The Inexhaustible Ink Won’t Fail to Write

Just like the first, the second half of every academic year welcomes students with its peculiarities. Many consider it another chance to keep their Grade Point Average afloat or simply to rescue it from drowning waters, in a semester that is ironically the busier half of the session, extracurricular-wise. Many others consider it pertinent to catch breaks in their own little way, regardless of the pressure of bagging a certificate. Trips to sports arenas to pursue medals and trophies, climbs atop storied stages to deliver the best speeches since Martin Luther King’s in 1963, we all have our own little ways. Finalists brace up for their last semester in undergraduate learning, succumbing to the whims and caprices of those who supervise their projects. And in all of these? A select few welcome their colleagues with reminders of their ambitions ahead of the session that succeeds the present. It is in view of these that an average student needs deep introspection.
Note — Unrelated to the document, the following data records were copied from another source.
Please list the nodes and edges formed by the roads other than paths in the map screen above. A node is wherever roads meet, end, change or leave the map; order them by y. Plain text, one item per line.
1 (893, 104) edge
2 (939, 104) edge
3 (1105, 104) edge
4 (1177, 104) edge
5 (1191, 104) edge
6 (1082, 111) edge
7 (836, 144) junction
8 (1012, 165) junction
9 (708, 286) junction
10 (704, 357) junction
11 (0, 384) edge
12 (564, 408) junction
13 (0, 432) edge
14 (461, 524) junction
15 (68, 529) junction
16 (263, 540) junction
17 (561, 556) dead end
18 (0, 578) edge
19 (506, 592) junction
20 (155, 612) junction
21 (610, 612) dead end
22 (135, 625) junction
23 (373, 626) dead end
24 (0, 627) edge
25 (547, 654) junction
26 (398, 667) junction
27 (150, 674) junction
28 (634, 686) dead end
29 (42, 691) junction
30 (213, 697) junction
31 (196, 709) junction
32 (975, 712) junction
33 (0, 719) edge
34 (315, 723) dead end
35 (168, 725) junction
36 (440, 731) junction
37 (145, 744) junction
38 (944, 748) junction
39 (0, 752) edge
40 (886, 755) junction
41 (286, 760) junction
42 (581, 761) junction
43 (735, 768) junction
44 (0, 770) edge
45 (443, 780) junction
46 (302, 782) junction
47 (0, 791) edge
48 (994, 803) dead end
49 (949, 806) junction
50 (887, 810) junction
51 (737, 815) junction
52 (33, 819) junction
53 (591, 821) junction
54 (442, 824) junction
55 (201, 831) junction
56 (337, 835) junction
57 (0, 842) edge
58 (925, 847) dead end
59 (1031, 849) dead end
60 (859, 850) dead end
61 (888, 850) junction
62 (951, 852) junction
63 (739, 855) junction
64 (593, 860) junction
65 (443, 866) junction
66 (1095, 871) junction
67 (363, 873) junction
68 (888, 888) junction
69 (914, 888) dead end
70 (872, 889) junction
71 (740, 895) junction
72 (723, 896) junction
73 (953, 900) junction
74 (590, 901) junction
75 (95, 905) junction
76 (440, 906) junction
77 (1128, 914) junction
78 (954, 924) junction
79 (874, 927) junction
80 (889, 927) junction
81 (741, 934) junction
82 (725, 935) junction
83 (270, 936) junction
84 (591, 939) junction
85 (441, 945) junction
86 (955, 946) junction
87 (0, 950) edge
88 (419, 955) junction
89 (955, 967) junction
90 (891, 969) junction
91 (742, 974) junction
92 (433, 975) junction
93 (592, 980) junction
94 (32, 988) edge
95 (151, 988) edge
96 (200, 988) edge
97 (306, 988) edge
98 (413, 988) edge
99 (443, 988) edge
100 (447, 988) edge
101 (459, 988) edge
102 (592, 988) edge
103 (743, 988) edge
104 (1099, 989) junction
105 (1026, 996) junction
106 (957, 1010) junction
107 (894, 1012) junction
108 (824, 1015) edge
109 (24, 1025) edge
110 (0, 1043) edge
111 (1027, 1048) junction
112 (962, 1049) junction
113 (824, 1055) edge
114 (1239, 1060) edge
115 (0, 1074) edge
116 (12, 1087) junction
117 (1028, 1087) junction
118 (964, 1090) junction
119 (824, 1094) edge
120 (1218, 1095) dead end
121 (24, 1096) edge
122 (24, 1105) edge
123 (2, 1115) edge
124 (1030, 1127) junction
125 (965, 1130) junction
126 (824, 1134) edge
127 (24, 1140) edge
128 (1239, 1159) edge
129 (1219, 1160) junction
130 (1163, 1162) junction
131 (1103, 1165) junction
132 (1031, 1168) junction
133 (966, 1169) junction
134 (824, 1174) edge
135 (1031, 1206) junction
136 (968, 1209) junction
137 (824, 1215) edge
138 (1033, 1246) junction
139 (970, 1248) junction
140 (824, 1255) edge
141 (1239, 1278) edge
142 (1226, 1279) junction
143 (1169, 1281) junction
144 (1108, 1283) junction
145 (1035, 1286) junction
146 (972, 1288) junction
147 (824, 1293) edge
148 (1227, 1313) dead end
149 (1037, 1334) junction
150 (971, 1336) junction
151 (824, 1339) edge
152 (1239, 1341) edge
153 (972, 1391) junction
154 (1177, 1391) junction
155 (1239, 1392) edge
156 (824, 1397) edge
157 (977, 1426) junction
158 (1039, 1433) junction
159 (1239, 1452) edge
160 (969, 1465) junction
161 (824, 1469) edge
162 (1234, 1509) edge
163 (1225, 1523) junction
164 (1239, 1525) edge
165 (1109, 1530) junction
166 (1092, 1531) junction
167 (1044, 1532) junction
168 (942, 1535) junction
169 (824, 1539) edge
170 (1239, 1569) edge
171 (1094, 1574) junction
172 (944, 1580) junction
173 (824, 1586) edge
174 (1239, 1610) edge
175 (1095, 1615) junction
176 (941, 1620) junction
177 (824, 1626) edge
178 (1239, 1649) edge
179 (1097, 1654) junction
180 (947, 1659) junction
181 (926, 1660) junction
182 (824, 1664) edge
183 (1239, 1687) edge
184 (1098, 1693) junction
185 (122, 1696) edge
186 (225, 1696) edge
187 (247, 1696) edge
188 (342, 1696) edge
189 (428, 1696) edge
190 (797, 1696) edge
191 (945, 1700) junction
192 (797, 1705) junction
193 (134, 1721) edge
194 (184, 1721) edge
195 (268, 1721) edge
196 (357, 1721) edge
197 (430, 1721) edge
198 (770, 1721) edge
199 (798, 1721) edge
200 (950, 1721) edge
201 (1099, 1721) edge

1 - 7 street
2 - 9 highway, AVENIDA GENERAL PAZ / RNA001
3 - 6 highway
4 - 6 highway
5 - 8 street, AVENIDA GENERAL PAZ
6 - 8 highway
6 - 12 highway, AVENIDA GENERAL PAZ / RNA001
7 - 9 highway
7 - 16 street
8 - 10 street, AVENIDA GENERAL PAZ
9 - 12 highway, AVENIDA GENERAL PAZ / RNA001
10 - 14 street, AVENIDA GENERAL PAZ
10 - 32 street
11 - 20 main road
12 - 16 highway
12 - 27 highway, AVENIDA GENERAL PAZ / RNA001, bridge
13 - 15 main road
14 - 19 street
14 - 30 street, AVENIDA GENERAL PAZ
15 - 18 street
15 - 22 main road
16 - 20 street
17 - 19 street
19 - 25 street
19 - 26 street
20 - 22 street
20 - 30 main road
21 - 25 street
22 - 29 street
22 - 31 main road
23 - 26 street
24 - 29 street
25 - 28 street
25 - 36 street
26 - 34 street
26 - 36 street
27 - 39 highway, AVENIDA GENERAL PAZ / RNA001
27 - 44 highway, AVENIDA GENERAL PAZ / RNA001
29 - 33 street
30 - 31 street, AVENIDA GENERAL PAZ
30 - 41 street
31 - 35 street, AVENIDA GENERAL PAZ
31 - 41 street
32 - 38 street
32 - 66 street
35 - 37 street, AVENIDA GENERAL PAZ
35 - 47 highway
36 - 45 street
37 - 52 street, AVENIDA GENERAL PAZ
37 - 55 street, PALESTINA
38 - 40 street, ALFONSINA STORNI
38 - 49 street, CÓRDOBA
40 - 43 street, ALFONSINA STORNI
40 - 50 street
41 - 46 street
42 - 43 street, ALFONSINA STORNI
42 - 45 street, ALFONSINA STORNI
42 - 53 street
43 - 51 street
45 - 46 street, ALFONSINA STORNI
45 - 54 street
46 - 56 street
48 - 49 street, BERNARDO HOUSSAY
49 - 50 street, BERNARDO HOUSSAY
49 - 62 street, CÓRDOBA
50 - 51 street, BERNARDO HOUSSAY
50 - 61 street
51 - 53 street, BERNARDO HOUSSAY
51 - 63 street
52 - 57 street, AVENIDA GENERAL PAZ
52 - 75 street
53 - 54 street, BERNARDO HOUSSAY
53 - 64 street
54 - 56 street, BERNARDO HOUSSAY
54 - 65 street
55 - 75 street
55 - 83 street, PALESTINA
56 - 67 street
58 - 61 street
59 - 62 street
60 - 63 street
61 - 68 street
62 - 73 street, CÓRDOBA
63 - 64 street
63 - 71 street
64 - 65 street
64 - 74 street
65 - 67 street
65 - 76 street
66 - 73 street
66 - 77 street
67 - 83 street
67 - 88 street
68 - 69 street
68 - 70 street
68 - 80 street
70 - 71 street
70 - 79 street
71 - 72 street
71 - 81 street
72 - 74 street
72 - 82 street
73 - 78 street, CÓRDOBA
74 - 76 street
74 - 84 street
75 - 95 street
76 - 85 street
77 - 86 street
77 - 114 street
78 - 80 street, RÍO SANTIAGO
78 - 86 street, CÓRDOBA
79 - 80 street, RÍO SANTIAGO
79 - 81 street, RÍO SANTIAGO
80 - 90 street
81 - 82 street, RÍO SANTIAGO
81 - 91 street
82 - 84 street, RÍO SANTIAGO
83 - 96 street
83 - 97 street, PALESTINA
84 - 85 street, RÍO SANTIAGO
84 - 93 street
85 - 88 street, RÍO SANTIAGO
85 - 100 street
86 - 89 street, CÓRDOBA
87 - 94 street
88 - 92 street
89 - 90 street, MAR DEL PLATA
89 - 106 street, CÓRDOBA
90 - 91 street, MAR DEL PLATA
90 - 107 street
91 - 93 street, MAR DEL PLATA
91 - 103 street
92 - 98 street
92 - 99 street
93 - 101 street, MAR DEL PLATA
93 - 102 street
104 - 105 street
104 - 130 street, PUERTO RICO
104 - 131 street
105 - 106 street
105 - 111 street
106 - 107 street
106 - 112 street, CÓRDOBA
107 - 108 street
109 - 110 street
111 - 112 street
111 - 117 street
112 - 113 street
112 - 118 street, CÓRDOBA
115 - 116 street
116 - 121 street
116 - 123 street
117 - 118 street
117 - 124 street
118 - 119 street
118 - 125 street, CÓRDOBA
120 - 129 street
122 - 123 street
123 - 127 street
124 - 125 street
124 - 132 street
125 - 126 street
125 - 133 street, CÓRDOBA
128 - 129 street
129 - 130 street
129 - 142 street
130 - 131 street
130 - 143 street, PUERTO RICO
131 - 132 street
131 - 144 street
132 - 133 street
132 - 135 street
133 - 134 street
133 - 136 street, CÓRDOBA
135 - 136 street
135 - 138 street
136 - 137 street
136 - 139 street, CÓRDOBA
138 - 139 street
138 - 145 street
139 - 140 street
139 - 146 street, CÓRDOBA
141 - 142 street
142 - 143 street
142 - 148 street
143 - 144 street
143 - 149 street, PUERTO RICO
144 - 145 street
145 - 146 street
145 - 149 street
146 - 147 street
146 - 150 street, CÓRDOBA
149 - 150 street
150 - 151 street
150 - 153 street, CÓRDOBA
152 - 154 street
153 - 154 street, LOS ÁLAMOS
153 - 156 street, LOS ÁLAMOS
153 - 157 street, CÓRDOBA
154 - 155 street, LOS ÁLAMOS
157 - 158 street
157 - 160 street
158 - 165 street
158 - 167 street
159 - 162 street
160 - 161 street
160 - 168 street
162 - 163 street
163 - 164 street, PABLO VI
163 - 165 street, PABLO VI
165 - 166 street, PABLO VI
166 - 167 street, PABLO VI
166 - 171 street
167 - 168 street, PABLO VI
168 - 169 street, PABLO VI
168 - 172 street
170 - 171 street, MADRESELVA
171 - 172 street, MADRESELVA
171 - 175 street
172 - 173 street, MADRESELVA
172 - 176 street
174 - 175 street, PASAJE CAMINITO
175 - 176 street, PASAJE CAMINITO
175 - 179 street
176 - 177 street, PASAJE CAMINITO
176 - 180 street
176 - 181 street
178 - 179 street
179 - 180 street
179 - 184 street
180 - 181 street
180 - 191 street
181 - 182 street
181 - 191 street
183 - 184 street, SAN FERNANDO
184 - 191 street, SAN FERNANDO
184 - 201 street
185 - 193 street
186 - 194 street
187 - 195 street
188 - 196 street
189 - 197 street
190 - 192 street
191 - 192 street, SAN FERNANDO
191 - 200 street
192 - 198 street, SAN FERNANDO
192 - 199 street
About where they stand academically, beyond the walls of a lecture theatre, and as a member of the Student Union.
State of the Union
While it is pertinent to entertain conversations around who you deem fit to lead the Union in subsequent sessions, an introspection of the present unclouds the mind of what is wrong, what is right, and what is obtainable. The principal offices of the Union have been void of voices that properly and boldly communicate the pain of the student community. And today, we are saddled with the dilemma that we just might have lost a grasp of the understanding of Unionism. The examples are right there in our faces, from the three-session-old unstoppable fee hikes to the cross-administrational student victimisation that has been, time and time again, overflogged by local press organisations and their mother body, the UCJ. We are at a point where multiple external journalism organisations even publish news of this victimisation, and we are still not sure if we have gotten to the crest of this maelstrom.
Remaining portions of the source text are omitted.